Les dépenses publiques sont extrêmement importantes en France, et elles ne cessent de croître d’année en année.

On en est actuellement à 56,4 % du PIB, alors que l’on en était à seulement  34,6 % en 1980 : la progression est donc considérable. En Allemagne, il s’agit de 43,9 % seulement, et aux États-Unis de 37,7 %.

Dépenses publiques, quelles en sont les raisons ?

Tous les observateurs de la vie économique du pays s’inquiètent d’un taux aussi élevé, car il implique des prélèvements obligatoires extrêmement importants qui asphyxient finalement l’économie du pays.

La France est ainsi devenue le pays connaissant la fiscalité la plus lourde de tous les pays européens, et vient même de battre le Danemark en cette matière.
Et, phénomène aggravant, depuis une quarantaine d’années ces prélèvements obligatoires ne parviennent plus à couvrir toutes les dépenses, en sorte que l’État se trouve contraint chaque année de recourir à des emprunts pour boucler ses budgets.

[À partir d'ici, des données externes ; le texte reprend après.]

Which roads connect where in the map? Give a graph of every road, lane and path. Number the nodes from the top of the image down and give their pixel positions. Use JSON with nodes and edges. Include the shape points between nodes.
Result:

La dette publique du pays en est ainsi venue à avoisiner maintenant le montant du PIB.

Différencier les causes des effets

Ce qui est frappant c’est que l’on accuse de toutes parts le montant trop élevé des prélèvements obligatoires d’être la cause des maux dont souffre l’économie du pays. Ce serait parce que les impôts et les taxes sont trop élevés que l’économie française se porte mal.

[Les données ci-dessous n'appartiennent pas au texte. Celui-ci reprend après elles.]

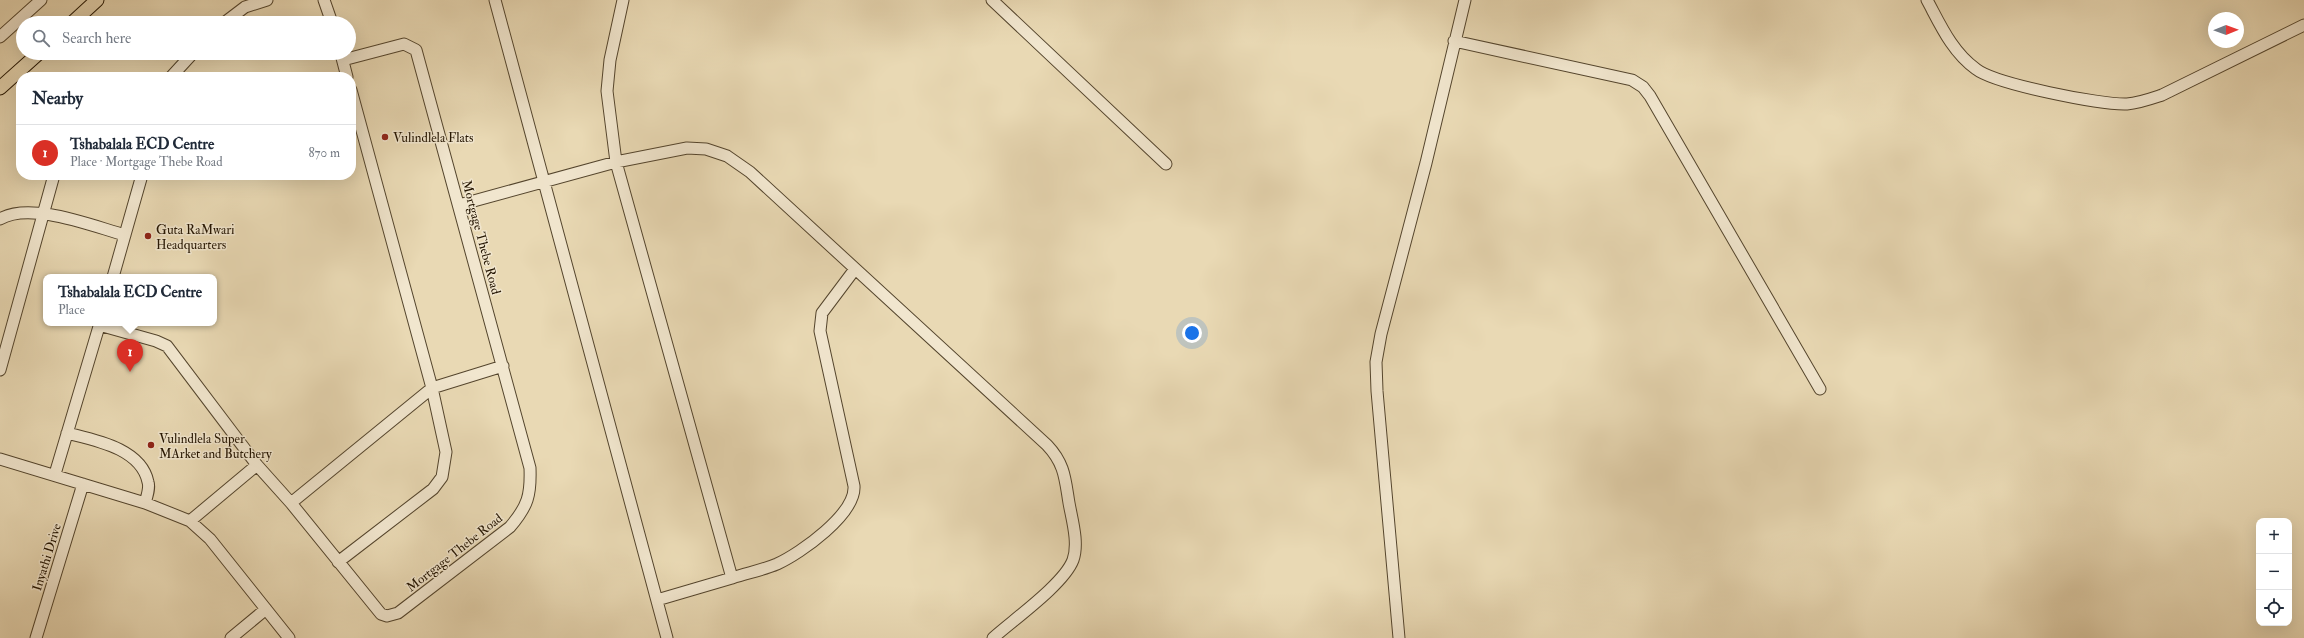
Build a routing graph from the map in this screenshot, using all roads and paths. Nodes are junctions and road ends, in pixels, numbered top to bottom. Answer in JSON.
{"nodes":[{"id":1,"x":41,"y":0,"type":"edge"},
{"id":2,"x":98,"y":0,"type":"edge"},
{"id":3,"x":267,"y":0,"type":"edge"},
{"id":4,"x":324,"y":0,"type":"edge"},
{"id":5,"x":495,"y":0,"type":"edge"},
{"id":6,"x":623,"y":0,"type":"edge"},
{"id":7,"x":992,"y":0,"type":"edge"},
{"id":8,"x":1465,"y":0,"type":"edge"},
{"id":9,"x":1926,"y":0,"type":"edge"},
{"id":10,"x":23,"y":16,"type":"edge"},
{"id":11,"x":80,"y":16,"type":"edge"},
{"id":12,"x":234,"y":16,"type":"edge"},
{"id":13,"x":330,"y":16,"type":"edge"},
{"id":14,"x":16,"y":23,"type":"edge"},
{"id":15,"x":2304,"y":26,"type":"edge"},
{"id":16,"x":0,"y":37,"type":"edge"},
{"id":17,"x":1454,"y":41,"type":"junction"},
{"id":18,"x":356,"y":54,"type":"edge"},
{"id":19,"x":31,"y":60,"type":"edge"},
{"id":20,"x":187,"y":60,"type":"edge"},
{"id":21,"x":343,"y":60,"type":"edge"},
{"id":22,"x":18,"y":72,"type":"edge"},
{"id":23,"x":176,"y":72,"type":"edge"},
{"id":24,"x":346,"y":72,"type":"edge"},
{"id":25,"x":16,"y":74,"type":"edge"},
{"id":26,"x":0,"y":88,"type":"edge"},
{"id":27,"x":356,"y":108,"type":"edge"},
{"id":28,"x":616,"y":162,"type":"junction"},
{"id":29,"x":1166,"y":164,"type":"dead end"},
{"id":30,"x":53,"y":180,"type":"edge"},
{"id":31,"x":141,"y":180,"type":"edge"},
{"id":32,"x":545,"y":182,"type":"junction"},
{"id":33,"x":459,"y":205,"type":"junction"},
{"id":34,"x":44,"y":213,"type":"junction"},
{"id":35,"x":0,"y":219,"type":"edge"},
{"id":36,"x":125,"y":235,"type":"junction"},
{"id":37,"x":855,"y":269,"type":"junction"},
{"id":38,"x":114,"y":274,"type":"edge"},
{"id":39,"x":98,"y":326,"type":"edge"},
{"id":40,"x":106,"y":326,"type":"edge"},
{"id":41,"x":503,"y":366,"type":"junction"},
{"id":42,"x":0,"y":370,"type":"edge"},
{"id":43,"x":432,"y":388,"type":"junction"},
{"id":44,"x":1820,"y":389,"type":"dead end"},
{"id":45,"x":67,"y":433,"type":"junction"},
{"id":46,"x":0,"y":459,"type":"edge"},
{"id":47,"x":258,"y":464,"type":"junction"},
{"id":48,"x":55,"y":474,"type":"junction"},
{"id":49,"x":83,"y":484,"type":"junction"},
{"id":50,"x":145,"y":503,"type":"junction"},
{"id":51,"x":291,"y":503,"type":"junction"},
{"id":52,"x":190,"y":522,"type":"junction"},
{"id":53,"x":338,"y":562,"type":"junction"},
{"id":54,"x":732,"y":578,"type":"junction"},
{"id":55,"x":658,"y":600,"type":"junction"},
{"id":56,"x":266,"y":609,"type":"junction"},
{"id":57,"x":38,"y":638,"type":"edge"},
{"id":58,"x":230,"y":638,"type":"edge"},
{"id":59,"x":289,"y":638,"type":"edge"},
{"id":60,"x":667,"y":638,"type":"edge"},
{"id":61,"x":993,"y":638,"type":"edge"},
{"id":62,"x":1399,"y":638,"type":"edge"}],
"edges":[{"from":1,"to":10,"type":"street"},
{"from":2,"to":11,"type":"main road"},
{"from":3,"to":12,"type":"street"},
{"from":4,"to":13,"type":"street"},
{"from":5,"to":32,"type":"street"},
{"from":6,"to":28,"type":"street"},
{"from":7,"to":29,"type":"street"},
{"from":8,"to":17,"type":"street"},
{"from":9,"to":15,"type":"street"},
{"from":14,"to":16,"type":"street"},
{"from":17,"to":44,"type":"street"},
{"from":17,"to":62,"type":"street"},
{"from":18,"to":33,"type":"street","name":"Mortgage Thebe Road"},
{"from":19,"to":22,"type":"main road"},
{"from":20,"to":23,"type":"street"},
{"from":21,"to":24,"type":"street"},
{"from":25,"to":26,"type":"main road"},
{"from":27,"to":43,"type":"street"},
{"from":28,"to":32,"type":"street"},
{"from":28,"to":37,"type":"street"},
{"from":28,"to":54,"type":"street"},
{"from":30,"to":34,"type":"street"},
{"from":31,"to":36,"type":"street"},
{"from":32,"to":33,"type":"street"},
{"from":32,"to":55,"type":"street"},
{"from":33,"to":41,"type":"street","name":"Mortgage Thebe Road"},
{"from":34,"to":35,"type":"street"},
{"from":34,"to":36,"type":"street"},
{"from":34,"to":42,"type":"street"},
{"from":36,"to":38,"type":"street"},
{"from":37,"to":54,"type":"street"},
{"from":37,"to":61,"type":"street"},
{"from":39,"to":45,"type":"street"},
{"from":40,"to":47,"type":"street","name":"Mortgage Thebe Road"},
{"from":41,"to":43,"type":"street"},
{"from":41,"to":53,"type":"street","name":"Mortgage Thebe Road"},
{"from":43,"to":51,"type":"street"},
{"from":43,"to":53,"type":"street"},
{"from":45,"to":48,"type":"street"},
{"from":45,"to":50,"type":"street"},
{"from":46,"to":48,"type":"street"},
{"from":47,"to":51,"type":"street","name":"Mortgage Thebe Road"},
{"from":47,"to":52,"type":"street"},
{"from":48,"to":49,"type":"street"},
{"from":49,"to":50,"type":"street"},
{"from":49,"to":57,"type":"street","name":"Inyathi Drive"},
{"from":50,"to":52,"type":"street"},
{"from":51,"to":53,"type":"street","name":"Mortgage Thebe Road"},
{"from":52,"to":56,"type":"street"},
{"from":54,"to":55,"type":"street"},
{"from":55,"to":60,"type":"street"},
{"from":56,"to":58,"type":"street"},
{"from":56,"to":59,"type":"street"}]}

Nous allons voir que ce faisant on confond les causes avec les effets.

Il faut se défier d’une vision trop simpliste des mécanismes de fonctionnement de l’économie de notre pays, et comprendre d’où vient réellement le mal.

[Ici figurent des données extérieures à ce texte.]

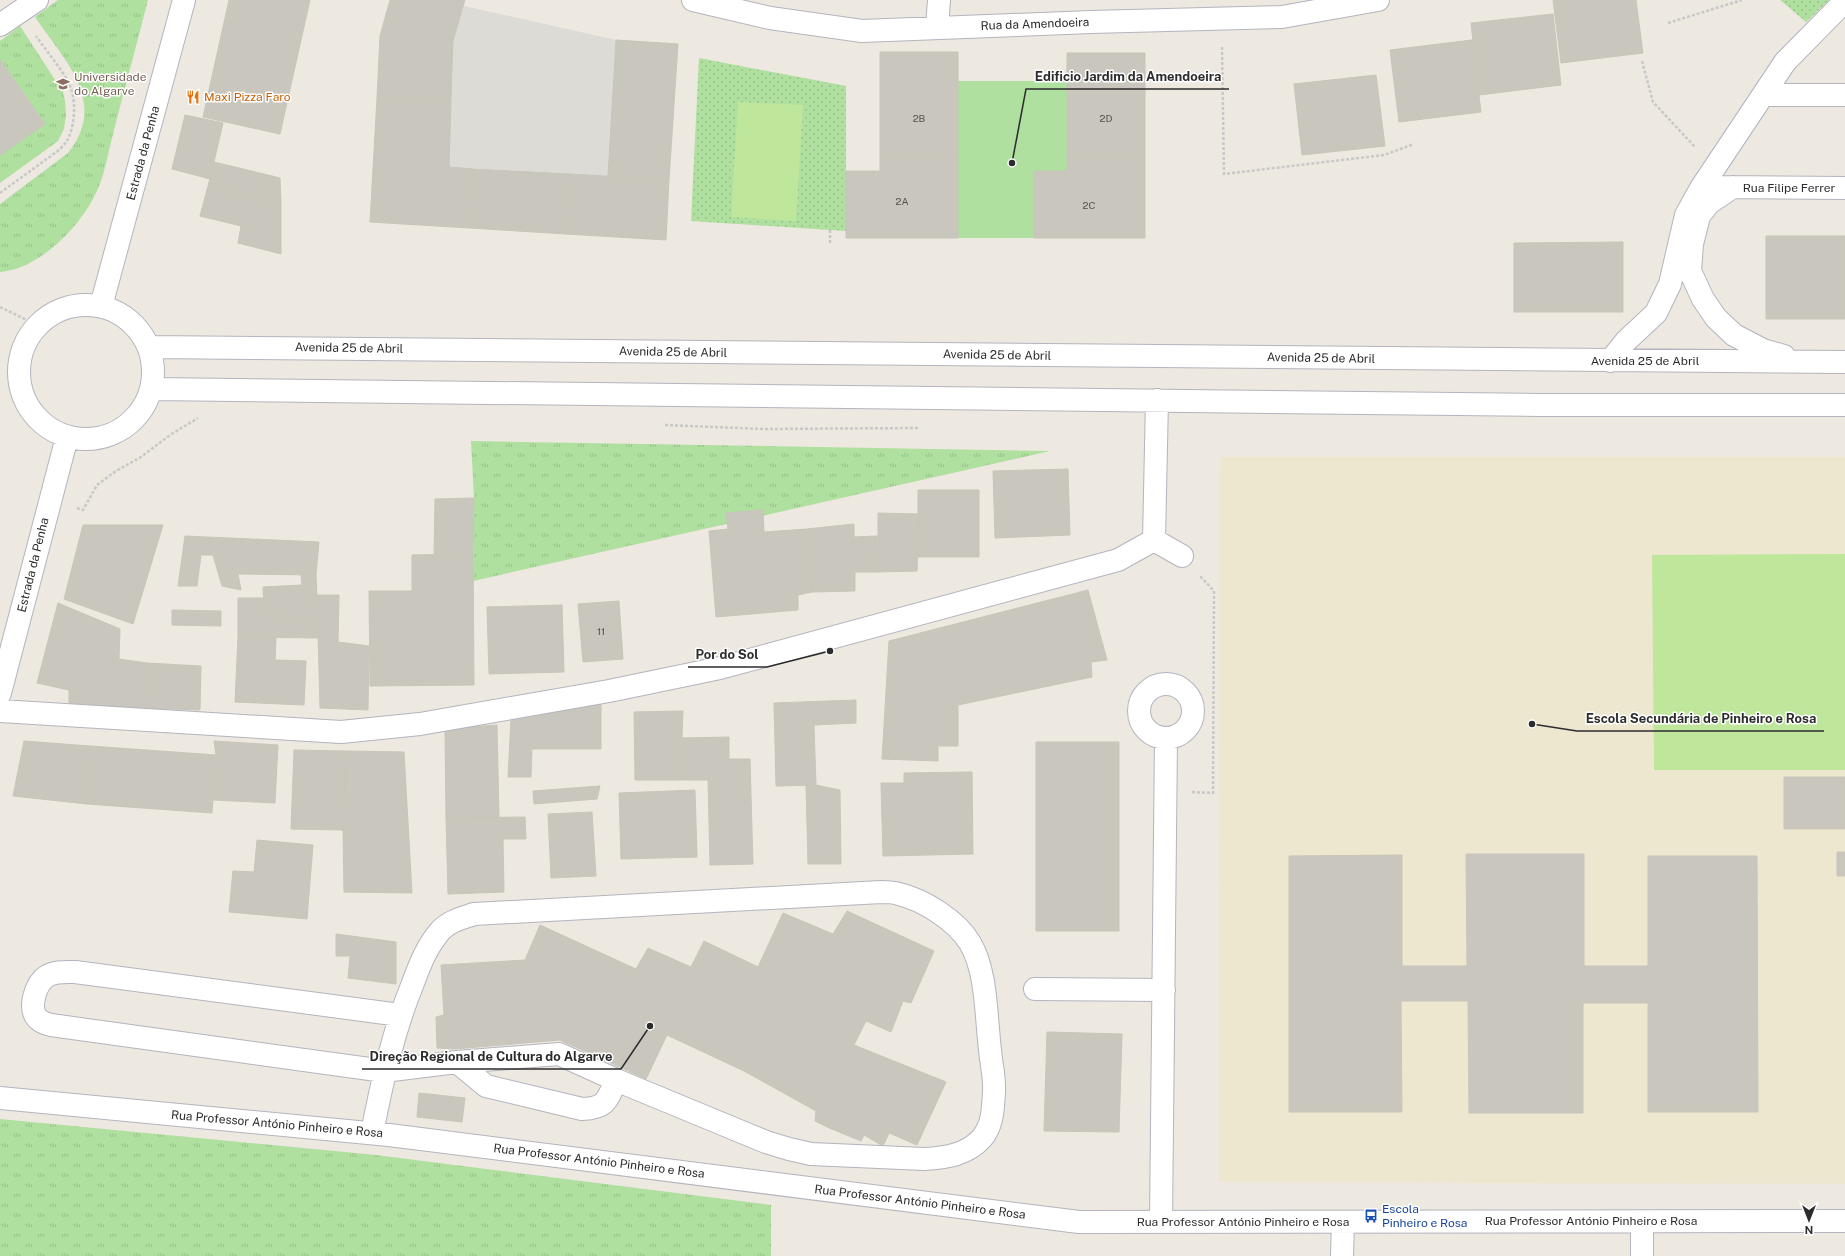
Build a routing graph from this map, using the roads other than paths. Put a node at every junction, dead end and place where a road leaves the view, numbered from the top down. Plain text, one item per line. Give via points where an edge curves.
1 (37, 0) edge
2 (184, 0) edge
3 (692, 0) edge
4 (939, 0) edge
5 (1378, 0) edge
6 (1845, 1) edge
7 (0, 25) edge
8 (937, 28) junction
9 (1764, 95) junction
10 (1845, 95) edge
11 (1734, 187) junction
12 (1701, 188) junction
13 (1845, 188) edge
14 (101, 306) junction
15 (149, 346) junction
16 (1610, 361) junction
17 (1806, 362) junction
18 (1845, 362) edge
19 (152, 389) junction
20 (1157, 400) junction
21 (1845, 405) edge
22 (67, 438) junction
23 (1154, 540) junction
24 (1182, 556) road end
25 (0, 693) edge
26 (0, 711) edge
27 (1166, 739) dead end
28 (1035, 988) dead end
29 (1164, 990) junction
30 (400, 1015) junction
31 (457, 1062) junction
32 (384, 1071) junction
33 (616, 1080) junction
34 (0, 1098) edge
35 (372, 1133) junction
36 (1845, 1221) edge
37 (1161, 1222) junction
38 (1343, 1222) junction
39 (1642, 1222) junction
40 (1342, 1256) edge
41 (1642, 1256) edge

1 - 7 street
2 - 14 street, Estrada da Penha
3 - 8 street, Rua da Amendoeira via 770,18 862,31
4 - 8 street
5 - 8 street, Rua da Amendoeira via 1282,17
6 - 9 street via 1785,62
9 - 10 street
9 - 12 street
11 - 12 street, Rua Filipe Ferrer
11 - 13 street, Rua Filipe Ferrer
11 - 17 street, Rua Filipe Ferrer via 1709,203 1698,216 1690,271 1703,299 1716,318 1734,335 1763,350
12 - 16 street via 1686,215 1670,284 1656,313 1626,341
14 - 15 street via 121,314 138,328
14 - 22 street via 78,304 56,312 36,325 24,344 18,366 20,390 30,411 46,427
15 - 16 street, Avenida 25 de Abril
15 - 19 street via 153,368
16 - 17 street, Avenida 25 de Abril
17 - 18 street, Avenida 25 de Abril
19 - 20 street
19 - 22 street via 143,409 128,425 116,432 88,440
20 - 21 street
20 - 23 street
22 - 25 street, Estrada da Penha
23 - 24 street
23 - 26 street via 1118,560 720,668 609,692 420,724 341,732
27 - 29 street
28 - 29 street
29 - 37 street
30 - 32 street
30 - 32 street via 75,972 60,972 48,976 40,982 36,991 36,1017 51,1025
30 - 33 street via 431,942 442,929 457,919 474,914 881,892 899,894 930,907 952,922 970,943 978,962 994,1090 989,1126 982,1137 965,1152 924,1159 811,1154 766,1142
31 - 32 street
31 - 33 street via 559,1054
31 - 33 street via 486,1086 582,1108 597,1108 608,1098
32 - 35 street
34 - 35 street, Rua Professor António Pinheiro e Rosa
35 - 37 street, Rua Professor António Pinheiro e Rosa via 1079,1222
36 - 39 street, Rua Professor António Pinheiro e Rosa
37 - 38 street, Rua Professor António Pinheiro e Rosa
38 - 39 street, Rua Professor António Pinheiro e Rosa
38 - 40 street
39 - 41 street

Les dépenses publiques se sont élevées à la somme de 1291,9 milliards d’euros en 2017, se ventilant de la façon suivante :

Dépenses publiques en milliards d’euros :

État et collectivités territoriales                         454,9

Dépenses sociales                                                  759,5

Investissement                                                         77,5

______________________                   _______

Total                                                                       1291,9

 

Ces dépenses, que l’on juge tout à fait considérables, doivent être comparées à celles des autres pays, et pour pouvoir donner un sens à ces comparaisons il faut tenir compte du niveau de développent économique de ces pays, ce que l’on néglige toujours de faire.

En effet, il va de soi que plus un pays est riche plus il a la possibilité de dédier des moyens au bon fonctionnement de ses services publics et au bien-être des citoyens.

C’est donc l’objet de la corrélation suivante, où le niveau de richesse des pays est exprimé par le PIB/tête, et les dépenses publiques sont calculées per capita, en dollar américain.

On voit sur ce graphique que les dépenses publiques se trouvent au-dessus de la droite de corrélation, celle-ci indiquant ce qu’est statistiquement la « normalité » en la matière.

L’équation de la droite nous indique que pour le PIB/tête qui est le nôtre nous avons un excès de dépenses publiques de 19,6 %, soit 253 milliards d’euros, pour l’année 2017.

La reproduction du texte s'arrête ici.